### [THE TASK]
The whole listing should be written out again exactly.

### [PROVIDED INFORMATION]

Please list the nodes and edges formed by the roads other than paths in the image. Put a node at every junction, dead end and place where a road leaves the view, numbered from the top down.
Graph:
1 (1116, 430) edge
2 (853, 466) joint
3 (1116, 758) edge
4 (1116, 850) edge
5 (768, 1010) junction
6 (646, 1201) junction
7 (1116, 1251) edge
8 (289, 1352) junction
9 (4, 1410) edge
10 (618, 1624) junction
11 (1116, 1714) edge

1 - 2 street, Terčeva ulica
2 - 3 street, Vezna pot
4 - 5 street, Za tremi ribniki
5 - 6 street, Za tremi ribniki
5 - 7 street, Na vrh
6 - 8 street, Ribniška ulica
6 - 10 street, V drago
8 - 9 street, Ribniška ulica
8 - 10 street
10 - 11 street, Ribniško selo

### [TASK SOLUTION]
Please list the nodes and edges formed by the roads other than paths in the image. Put a node at every junction, dead end and place where a road leaves the view, numbered from the top down.
Graph:
1 (1116, 430) edge
2 (853, 466) joint
3 (1116, 758) edge
4 (1116, 850) edge
5 (768, 1010) junction
6 (646, 1201) junction
7 (1116, 1251) edge
8 (289, 1352) junction
9 (4, 1410) edge
10 (618, 1624) junction
11 (1116, 1714) edge

1 - 2 street, Terčeva ulica
2 - 3 street, Vezna pot
4 - 5 street, Za tremi ribniki
5 - 6 street, Za tremi ribniki
5 - 7 street, Na vrh
6 - 8 street, Ribniška ulica
6 - 10 street, V drago
8 - 9 street, Ribniška ulica
8 - 10 street
10 - 11 street, Ribniško selo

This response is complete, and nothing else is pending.